In other words: the whole QM discussion is largely irrelevant to how we talk about evolution. It is a large red fish.

Except that it is an example of a random process that has orderly long-term and large-scale behavior, demonstrating that there need be no underlying deterministic framework for evolution by natural selection to display the phenomenology it does.
 
Except that it is an example of a random process that has orderly long-term and large-scale behavior, demonstrating that there need be no underlying deterministic framework for evolution by natural selection to display the phenomenology it does.
This is the inverse of quantum mechanics: QM is a deterministic process (see the Schrödinger equation) where a measurement has an expectation value. It is the measurement that has a probability and I think that you could call that the "random" part of QM.
If you want to use QM as an analogy for evolution (or demonstration of evolution) then there must be the equivalent of the Schrödinger equation in evolution, i.e. by your argument evolution has a "underlying deterministic framework".
 
This is the inverse of quantum mechanics: QM is a deterministic process (see the Schrödinger equation) where a measurement has an expectation value. It is the measurement that has a probability and I think that you could call that the "random" part of QM.
If you want to use QM as an analogy for evolution (or demonstration of evolution) then there must be the equivalent of the Schrödinger equation in evolution, i.e. by your argument evolution has a "underlying deterministic framework".

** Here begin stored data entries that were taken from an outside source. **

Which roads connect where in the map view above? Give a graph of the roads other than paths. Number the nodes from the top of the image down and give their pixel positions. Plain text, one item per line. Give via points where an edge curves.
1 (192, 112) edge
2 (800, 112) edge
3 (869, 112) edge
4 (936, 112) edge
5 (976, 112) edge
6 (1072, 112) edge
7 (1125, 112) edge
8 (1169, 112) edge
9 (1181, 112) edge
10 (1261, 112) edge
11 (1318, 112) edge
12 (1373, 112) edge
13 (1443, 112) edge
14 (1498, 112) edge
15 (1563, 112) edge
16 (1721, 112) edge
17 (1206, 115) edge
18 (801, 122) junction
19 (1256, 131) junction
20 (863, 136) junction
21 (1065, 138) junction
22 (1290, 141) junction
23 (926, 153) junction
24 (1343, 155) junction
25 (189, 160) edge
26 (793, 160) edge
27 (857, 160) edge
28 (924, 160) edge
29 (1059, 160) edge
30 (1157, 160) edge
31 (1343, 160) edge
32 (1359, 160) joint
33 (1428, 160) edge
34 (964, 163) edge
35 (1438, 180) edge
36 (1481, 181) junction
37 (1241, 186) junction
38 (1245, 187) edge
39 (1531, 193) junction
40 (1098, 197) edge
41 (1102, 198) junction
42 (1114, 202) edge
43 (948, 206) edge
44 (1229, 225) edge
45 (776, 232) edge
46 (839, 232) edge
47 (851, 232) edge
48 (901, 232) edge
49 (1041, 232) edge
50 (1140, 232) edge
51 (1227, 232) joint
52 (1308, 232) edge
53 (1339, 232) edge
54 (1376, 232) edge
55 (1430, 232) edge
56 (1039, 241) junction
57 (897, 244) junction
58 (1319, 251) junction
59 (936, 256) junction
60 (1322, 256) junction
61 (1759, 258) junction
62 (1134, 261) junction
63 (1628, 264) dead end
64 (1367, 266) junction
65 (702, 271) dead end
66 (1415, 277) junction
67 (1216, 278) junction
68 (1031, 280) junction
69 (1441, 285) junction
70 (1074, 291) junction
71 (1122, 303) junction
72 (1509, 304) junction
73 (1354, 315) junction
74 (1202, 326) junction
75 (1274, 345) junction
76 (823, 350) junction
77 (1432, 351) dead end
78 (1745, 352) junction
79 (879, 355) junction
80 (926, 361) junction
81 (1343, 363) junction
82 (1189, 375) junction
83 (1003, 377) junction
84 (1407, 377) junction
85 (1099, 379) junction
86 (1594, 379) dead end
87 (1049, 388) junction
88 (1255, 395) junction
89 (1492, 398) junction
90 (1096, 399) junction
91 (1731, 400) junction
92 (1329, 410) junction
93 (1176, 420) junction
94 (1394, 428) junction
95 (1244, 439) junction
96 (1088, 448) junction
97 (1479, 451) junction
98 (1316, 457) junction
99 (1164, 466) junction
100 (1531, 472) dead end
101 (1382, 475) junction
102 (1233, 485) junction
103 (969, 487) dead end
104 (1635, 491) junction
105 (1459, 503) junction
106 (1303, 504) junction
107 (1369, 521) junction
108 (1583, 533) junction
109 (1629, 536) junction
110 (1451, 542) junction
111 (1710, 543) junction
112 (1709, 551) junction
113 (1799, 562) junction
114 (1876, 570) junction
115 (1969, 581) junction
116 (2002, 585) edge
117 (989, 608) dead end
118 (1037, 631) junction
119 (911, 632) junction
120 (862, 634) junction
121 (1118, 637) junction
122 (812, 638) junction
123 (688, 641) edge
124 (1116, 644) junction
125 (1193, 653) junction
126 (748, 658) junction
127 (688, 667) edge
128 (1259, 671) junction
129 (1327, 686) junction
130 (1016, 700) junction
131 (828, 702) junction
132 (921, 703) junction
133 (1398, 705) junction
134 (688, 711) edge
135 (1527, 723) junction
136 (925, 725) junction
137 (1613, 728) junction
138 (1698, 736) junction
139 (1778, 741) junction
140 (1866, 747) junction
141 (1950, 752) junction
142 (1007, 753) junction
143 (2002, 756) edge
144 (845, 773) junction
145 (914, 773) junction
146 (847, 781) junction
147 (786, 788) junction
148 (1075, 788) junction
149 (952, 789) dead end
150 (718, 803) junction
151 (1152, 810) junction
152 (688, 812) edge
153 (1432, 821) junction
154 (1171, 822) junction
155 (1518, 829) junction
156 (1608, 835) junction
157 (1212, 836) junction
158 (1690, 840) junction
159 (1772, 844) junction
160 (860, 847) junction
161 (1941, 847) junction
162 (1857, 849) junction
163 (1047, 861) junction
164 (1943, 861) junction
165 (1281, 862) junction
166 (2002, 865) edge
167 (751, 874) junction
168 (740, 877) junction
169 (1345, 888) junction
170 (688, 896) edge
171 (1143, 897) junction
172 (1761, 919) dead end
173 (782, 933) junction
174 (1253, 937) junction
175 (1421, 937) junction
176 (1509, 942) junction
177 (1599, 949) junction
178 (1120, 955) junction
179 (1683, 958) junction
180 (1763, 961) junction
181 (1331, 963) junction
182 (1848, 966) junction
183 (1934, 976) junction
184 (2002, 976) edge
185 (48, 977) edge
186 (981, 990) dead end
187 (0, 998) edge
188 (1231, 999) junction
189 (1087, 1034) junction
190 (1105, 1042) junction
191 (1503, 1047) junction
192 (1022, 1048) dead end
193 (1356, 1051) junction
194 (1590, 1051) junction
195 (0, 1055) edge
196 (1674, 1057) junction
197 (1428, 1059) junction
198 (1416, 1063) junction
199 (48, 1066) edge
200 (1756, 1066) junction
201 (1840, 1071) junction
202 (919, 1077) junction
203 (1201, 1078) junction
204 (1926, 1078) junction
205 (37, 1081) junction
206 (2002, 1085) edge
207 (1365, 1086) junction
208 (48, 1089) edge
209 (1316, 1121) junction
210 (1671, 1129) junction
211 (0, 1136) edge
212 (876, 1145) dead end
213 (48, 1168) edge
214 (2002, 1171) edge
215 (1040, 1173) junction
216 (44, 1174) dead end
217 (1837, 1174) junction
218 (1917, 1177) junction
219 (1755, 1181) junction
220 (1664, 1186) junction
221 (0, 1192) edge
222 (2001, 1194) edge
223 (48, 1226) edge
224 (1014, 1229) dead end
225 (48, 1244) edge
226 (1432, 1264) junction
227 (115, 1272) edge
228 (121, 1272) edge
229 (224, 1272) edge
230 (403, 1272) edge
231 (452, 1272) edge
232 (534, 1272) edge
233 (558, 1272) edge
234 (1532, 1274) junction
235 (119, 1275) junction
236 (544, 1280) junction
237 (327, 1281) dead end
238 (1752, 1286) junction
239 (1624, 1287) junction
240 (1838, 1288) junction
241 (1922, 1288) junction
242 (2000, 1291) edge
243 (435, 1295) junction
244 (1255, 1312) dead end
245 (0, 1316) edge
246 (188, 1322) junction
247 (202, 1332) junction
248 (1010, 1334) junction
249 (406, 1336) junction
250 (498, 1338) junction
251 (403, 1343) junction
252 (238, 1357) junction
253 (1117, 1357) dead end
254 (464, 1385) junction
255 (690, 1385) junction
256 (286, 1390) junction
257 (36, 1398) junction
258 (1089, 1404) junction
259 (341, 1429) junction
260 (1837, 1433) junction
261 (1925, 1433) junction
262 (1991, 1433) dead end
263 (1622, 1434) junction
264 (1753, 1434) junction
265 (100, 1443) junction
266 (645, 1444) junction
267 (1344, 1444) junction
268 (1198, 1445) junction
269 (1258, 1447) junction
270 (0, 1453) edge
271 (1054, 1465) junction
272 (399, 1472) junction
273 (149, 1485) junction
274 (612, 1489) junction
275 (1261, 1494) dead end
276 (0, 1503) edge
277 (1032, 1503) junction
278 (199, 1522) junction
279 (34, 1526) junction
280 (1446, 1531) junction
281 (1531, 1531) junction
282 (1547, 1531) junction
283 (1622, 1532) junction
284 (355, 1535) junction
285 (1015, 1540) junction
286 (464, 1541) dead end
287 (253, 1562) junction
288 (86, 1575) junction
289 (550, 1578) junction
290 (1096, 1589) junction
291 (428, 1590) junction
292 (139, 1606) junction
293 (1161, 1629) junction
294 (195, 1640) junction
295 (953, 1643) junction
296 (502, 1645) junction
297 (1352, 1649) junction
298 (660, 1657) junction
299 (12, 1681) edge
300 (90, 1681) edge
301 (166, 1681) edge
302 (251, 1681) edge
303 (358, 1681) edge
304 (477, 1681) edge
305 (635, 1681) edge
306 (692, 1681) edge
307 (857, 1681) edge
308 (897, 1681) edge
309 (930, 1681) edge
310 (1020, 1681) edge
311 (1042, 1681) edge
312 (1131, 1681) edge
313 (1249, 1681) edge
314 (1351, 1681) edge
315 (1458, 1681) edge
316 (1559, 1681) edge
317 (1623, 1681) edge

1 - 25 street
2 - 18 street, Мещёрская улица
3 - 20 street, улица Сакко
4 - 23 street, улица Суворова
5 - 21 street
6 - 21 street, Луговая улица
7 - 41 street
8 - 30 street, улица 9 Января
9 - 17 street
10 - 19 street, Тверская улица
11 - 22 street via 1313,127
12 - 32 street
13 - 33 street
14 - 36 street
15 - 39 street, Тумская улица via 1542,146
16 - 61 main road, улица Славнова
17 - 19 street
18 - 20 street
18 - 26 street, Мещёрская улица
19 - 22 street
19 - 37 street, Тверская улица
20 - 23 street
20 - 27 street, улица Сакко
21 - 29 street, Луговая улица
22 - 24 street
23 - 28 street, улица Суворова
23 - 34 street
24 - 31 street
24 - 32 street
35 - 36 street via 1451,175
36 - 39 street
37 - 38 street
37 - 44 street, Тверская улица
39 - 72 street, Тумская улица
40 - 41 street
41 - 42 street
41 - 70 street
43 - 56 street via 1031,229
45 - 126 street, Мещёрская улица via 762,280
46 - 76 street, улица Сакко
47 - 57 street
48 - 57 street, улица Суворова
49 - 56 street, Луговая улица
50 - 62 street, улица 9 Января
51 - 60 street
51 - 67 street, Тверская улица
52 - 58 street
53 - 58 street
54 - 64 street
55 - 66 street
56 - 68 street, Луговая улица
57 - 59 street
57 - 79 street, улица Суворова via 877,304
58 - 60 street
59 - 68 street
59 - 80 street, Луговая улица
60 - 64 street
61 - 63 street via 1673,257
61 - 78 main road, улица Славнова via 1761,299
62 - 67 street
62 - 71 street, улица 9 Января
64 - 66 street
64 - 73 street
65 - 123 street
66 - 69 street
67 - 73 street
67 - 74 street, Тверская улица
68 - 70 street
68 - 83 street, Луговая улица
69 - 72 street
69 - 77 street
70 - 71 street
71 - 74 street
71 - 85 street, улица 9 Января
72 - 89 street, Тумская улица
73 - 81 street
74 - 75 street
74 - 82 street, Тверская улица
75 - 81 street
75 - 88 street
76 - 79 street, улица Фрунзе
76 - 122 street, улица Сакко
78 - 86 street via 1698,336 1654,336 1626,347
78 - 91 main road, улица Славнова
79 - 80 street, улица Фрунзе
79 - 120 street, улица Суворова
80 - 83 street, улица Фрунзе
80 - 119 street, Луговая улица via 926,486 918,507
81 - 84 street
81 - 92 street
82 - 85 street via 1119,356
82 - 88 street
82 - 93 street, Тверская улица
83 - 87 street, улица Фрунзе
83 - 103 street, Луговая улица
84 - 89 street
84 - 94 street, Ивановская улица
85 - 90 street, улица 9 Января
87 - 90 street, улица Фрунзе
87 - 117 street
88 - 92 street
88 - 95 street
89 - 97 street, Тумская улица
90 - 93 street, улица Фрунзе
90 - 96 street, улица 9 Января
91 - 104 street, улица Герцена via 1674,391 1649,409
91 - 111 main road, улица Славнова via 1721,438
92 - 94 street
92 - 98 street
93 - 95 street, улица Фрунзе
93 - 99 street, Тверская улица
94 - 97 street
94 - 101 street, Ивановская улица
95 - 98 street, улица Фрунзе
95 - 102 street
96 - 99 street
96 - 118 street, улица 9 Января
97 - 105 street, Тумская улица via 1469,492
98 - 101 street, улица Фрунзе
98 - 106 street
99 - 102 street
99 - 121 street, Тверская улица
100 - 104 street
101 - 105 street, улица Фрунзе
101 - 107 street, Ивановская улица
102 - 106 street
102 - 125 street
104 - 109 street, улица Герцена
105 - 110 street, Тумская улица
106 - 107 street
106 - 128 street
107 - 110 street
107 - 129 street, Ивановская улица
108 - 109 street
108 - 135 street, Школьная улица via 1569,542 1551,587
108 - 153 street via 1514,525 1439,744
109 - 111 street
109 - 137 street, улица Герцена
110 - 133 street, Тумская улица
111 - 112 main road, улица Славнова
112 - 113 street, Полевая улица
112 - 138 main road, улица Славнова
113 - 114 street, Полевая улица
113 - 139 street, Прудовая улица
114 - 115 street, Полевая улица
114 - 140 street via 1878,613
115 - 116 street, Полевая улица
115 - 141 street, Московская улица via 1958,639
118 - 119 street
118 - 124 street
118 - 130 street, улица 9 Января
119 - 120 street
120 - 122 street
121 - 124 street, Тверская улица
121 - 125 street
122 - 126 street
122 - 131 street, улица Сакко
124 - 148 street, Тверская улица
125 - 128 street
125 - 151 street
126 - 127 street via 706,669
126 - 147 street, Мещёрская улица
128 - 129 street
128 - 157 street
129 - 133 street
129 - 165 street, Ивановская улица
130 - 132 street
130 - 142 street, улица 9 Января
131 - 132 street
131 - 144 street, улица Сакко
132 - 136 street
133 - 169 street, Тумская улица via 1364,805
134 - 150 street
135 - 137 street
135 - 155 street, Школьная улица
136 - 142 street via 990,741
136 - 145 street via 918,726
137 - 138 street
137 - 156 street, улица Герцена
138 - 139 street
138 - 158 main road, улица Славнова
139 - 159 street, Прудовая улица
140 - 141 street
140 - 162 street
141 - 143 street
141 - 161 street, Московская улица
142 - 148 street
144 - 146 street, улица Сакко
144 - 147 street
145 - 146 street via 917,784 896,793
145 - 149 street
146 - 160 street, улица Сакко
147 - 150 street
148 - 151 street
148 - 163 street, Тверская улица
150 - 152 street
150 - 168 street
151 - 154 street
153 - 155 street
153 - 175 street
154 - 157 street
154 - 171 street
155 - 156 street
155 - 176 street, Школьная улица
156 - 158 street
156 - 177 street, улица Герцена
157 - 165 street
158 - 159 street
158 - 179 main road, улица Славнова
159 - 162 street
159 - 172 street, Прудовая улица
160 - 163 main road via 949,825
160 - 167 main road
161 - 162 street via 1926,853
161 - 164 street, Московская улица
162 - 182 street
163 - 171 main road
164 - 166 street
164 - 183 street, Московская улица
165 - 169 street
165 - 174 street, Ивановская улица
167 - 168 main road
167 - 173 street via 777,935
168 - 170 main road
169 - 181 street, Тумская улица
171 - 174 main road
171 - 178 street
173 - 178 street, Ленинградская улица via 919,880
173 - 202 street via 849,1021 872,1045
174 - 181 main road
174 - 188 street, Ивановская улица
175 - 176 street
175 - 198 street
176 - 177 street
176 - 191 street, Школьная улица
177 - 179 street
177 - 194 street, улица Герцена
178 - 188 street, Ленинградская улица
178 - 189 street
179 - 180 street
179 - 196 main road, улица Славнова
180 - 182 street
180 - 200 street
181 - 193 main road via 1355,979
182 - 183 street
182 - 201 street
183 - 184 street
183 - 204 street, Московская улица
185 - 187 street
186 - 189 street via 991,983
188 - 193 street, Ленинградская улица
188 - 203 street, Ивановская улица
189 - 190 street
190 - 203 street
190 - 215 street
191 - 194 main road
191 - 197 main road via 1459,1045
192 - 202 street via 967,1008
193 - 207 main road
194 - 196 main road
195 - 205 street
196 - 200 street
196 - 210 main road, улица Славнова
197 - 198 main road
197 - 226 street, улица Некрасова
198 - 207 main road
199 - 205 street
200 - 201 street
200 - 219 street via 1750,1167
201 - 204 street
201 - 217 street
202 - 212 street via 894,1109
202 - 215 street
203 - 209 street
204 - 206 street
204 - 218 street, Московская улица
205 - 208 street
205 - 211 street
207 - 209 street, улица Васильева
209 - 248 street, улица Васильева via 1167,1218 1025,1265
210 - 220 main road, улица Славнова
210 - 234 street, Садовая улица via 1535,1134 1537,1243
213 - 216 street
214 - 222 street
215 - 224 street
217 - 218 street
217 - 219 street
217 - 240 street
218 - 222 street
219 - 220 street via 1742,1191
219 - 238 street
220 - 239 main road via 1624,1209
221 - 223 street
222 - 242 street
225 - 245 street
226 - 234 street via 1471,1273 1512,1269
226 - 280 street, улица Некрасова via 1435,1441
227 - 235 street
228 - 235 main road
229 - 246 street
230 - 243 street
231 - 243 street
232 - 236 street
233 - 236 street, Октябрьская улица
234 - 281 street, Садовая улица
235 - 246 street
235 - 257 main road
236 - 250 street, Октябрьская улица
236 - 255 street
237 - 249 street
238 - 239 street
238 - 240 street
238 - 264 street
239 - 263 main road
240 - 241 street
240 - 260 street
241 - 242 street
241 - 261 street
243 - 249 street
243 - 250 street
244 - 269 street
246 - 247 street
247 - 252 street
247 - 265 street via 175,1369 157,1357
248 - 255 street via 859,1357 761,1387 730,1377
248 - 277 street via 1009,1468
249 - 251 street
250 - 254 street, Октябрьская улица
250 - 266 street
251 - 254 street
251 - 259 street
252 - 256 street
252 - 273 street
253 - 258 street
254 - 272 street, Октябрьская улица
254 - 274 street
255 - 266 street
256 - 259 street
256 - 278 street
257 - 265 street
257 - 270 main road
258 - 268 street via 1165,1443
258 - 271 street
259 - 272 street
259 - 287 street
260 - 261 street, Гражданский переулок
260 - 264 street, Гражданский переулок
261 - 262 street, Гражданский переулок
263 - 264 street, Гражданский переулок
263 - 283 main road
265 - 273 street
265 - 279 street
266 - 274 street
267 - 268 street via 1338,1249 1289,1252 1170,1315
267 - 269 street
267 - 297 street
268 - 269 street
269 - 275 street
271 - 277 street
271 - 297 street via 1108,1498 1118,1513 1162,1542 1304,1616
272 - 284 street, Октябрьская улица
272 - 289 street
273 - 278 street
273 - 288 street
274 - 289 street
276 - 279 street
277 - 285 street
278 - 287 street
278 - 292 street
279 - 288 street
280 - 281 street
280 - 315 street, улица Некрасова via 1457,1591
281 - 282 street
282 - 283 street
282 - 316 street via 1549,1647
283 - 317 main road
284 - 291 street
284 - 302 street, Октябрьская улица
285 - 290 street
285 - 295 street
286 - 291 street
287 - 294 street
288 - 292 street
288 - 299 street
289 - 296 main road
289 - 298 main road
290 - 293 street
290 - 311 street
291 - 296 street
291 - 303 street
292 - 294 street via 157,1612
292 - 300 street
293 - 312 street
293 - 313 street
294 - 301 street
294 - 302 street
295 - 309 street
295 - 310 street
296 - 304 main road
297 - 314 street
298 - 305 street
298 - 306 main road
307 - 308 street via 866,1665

The quantum mechanical wave function is a random variable as it describes the probability amplitudes at different points in space. Since the Schrödinger equation takes the wave function its argument, it is a probabilistic equation.
 
Surprisingly, I'd agree with that, but several people have been proposing "Laplacian Determinism", i.e.
An intellect which at any given moment knew all the forces that animate Nature and the mutual positions of the beings that comprise it, if this intellect were vast enough to submit its data to analysis, could condense into a single formula the movement of the greatest bodies of the universe and that of the lightest atom: for such an intellect nothing could be uncertain; and the future just like the past would be present before our eyes.

Interesting. I'm pretty sure I can prove on the basis of physical law that such an "intellect" is literally impossible.
 
The quantum mechanical wave function is a random variable as it describes the probability amplitudes at different points in space.

Wrong. The wavefunction is a probability distribution (or really, the square root of one), not a random variable. All these posts and you can't even get the basic mathematical terminology right?

The time evolution of the wavefunction is totally deterministic, as it obeys a differential equation.